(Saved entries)
# # # # #

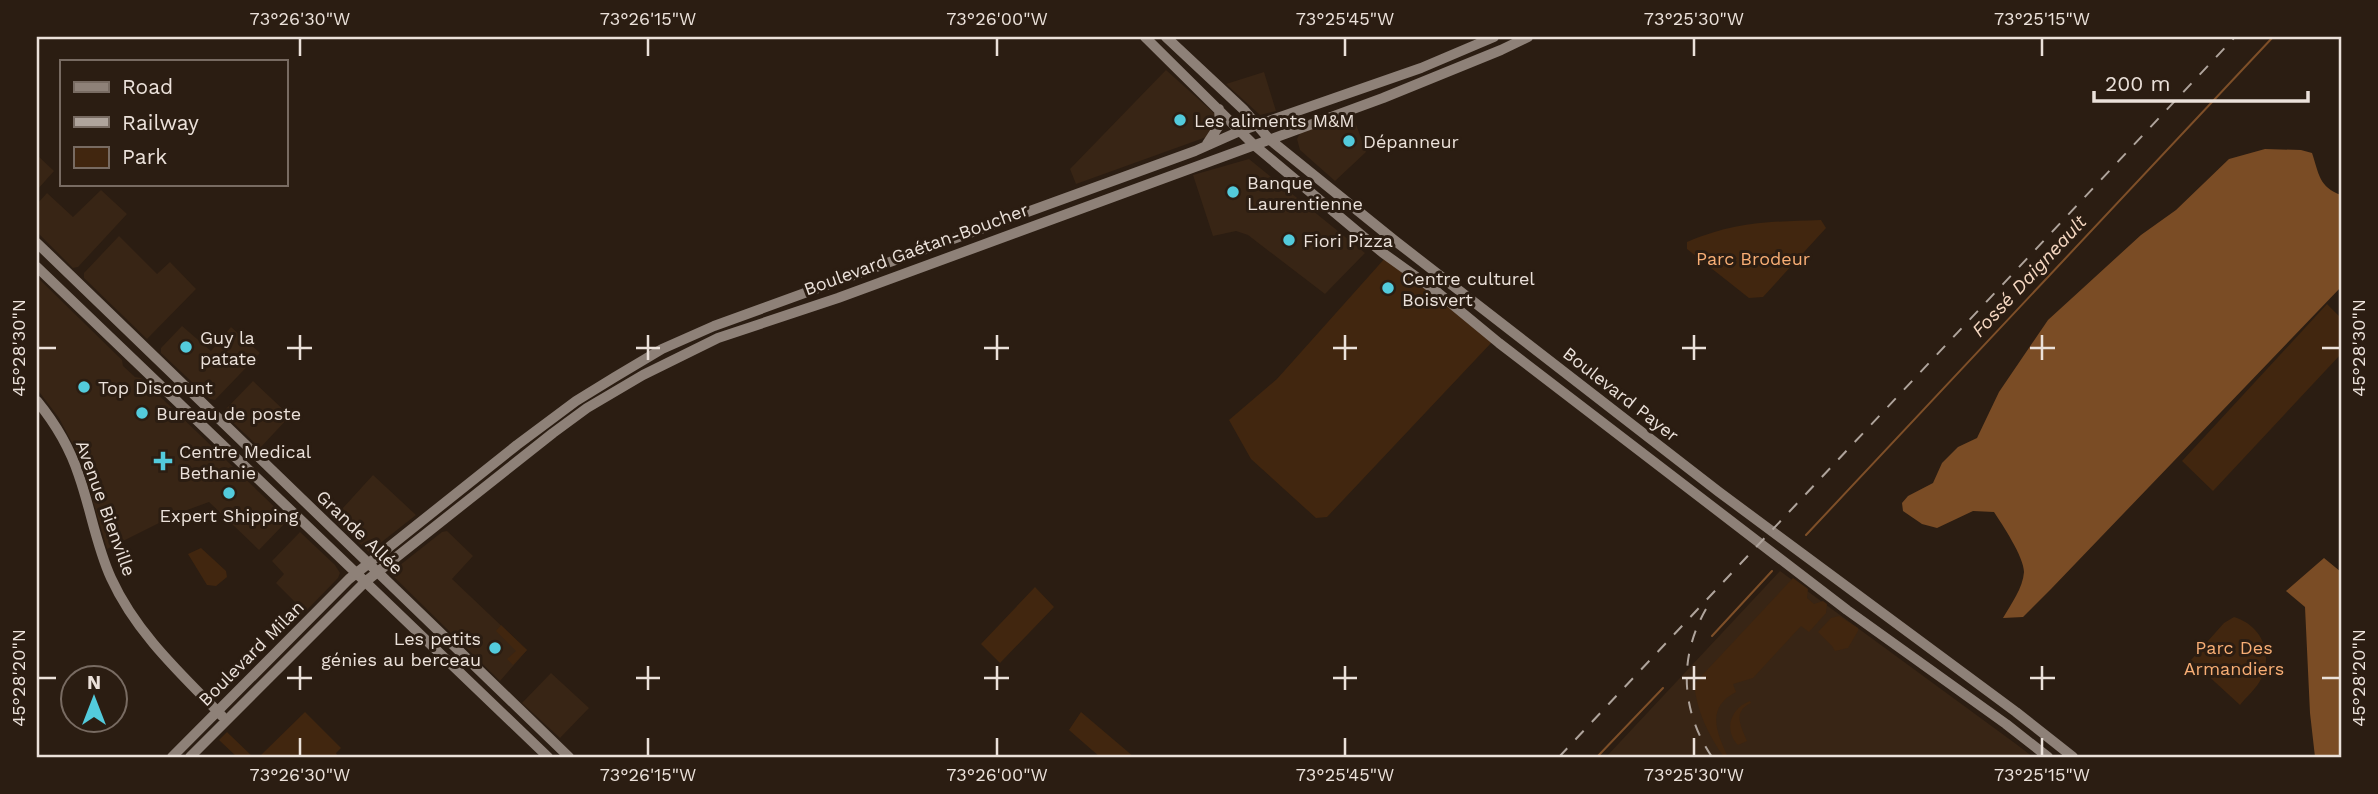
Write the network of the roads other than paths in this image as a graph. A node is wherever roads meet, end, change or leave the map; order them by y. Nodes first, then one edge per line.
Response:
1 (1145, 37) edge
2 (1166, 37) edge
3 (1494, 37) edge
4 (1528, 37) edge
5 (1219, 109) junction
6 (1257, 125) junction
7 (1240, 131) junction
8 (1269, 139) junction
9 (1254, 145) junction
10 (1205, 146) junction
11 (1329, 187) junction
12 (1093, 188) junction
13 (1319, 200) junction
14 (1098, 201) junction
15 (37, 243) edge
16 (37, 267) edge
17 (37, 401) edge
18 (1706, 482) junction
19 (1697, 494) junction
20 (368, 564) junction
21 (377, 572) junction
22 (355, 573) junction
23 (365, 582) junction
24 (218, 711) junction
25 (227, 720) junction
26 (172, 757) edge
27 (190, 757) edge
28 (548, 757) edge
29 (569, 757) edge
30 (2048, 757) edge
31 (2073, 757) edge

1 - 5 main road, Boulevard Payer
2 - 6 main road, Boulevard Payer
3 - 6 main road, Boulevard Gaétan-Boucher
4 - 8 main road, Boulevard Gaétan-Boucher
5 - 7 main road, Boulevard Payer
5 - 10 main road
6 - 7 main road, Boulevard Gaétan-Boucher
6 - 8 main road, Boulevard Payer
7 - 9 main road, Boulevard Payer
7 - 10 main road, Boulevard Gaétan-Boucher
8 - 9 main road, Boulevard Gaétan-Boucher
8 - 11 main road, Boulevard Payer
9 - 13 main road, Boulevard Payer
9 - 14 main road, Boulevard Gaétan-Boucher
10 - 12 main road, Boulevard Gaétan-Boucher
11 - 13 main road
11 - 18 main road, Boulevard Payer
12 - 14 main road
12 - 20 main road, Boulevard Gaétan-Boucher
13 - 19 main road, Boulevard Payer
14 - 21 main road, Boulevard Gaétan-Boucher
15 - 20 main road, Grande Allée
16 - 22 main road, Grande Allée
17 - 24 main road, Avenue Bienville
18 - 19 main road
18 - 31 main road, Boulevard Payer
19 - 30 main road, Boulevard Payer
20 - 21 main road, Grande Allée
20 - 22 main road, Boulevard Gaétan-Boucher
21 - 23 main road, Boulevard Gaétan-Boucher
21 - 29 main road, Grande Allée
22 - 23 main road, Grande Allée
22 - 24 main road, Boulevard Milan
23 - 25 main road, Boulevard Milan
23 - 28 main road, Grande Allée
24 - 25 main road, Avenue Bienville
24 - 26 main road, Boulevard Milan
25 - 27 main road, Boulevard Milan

# # # # #

__PROBLEM TO SOLVE__
Pictures aside, reproduce every record exactly as it stands.

__EXERCISE SOLUTION__
Write the network of the roads other than paths in this image as a graph. A node is wherever roads meet, end, change or leave the map; order them by y. Nodes first, then one edge per line.
Response:
1 (1145, 37) edge
2 (1166, 37) edge
3 (1494, 37) edge
4 (1528, 37) edge
5 (1219, 109) junction
6 (1257, 125) junction
7 (1240, 131) junction
8 (1269, 139) junction
9 (1254, 145) junction
10 (1205, 146) junction
11 (1329, 187) junction
12 (1093, 188) junction
13 (1319, 200) junction
14 (1098, 201) junction
15 (37, 243) edge
16 (37, 267) edge
17 (37, 401) edge
18 (1706, 482) junction
19 (1697, 494) junction
20 (368, 564) junction
21 (377, 572) junction
22 (355, 573) junction
23 (365, 582) junction
24 (218, 711) junction
25 (227, 720) junction
26 (172, 757) edge
27 (190, 757) edge
28 (548, 757) edge
29 (569, 757) edge
30 (2048, 757) edge
31 (2073, 757) edge

1 - 5 main road, Boulevard Payer
2 - 6 main road, Boulevard Payer
3 - 6 main road, Boulevard Gaétan-Boucher
4 - 8 main road, Boulevard Gaétan-Boucher
5 - 7 main road, Boulevard Payer
5 - 10 main road
6 - 7 main road, Boulevard Gaétan-Boucher
6 - 8 main road, Boulevard Payer
7 - 9 main road, Boulevard Payer
7 - 10 main road, Boulevard Gaétan-Boucher
8 - 9 main road, Boulevard Gaétan-Boucher
8 - 11 main road, Boulevard Payer
9 - 13 main road, Boulevard Payer
9 - 14 main road, Boulevard Gaétan-Boucher
10 - 12 main road, Boulevard Gaétan-Boucher
11 - 13 main road
11 - 18 main road, Boulevard Payer
12 - 14 main road
12 - 20 main road, Boulevard Gaétan-Boucher
13 - 19 main road, Boulevard Payer
14 - 21 main road, Boulevard Gaétan-Boucher
15 - 20 main road, Grande Allée
16 - 22 main road, Grande Allée
17 - 24 main road, Avenue Bienville
18 - 19 main road
18 - 31 main road, Boulevard Payer
19 - 30 main road, Boulevard Payer
20 - 21 main road, Grande Allée
20 - 22 main road, Boulevard Gaétan-Boucher
21 - 23 main road, Boulevard Gaétan-Boucher
21 - 29 main road, Grande Allée
22 - 23 main road, Grande Allée
22 - 24 main road, Boulevard Milan
23 - 25 main road, Boulevard Milan
23 - 28 main road, Grande Allée
24 - 25 main road, Avenue Bienville
24 - 26 main road, Boulevard Milan
25 - 27 main road, Boulevard Milan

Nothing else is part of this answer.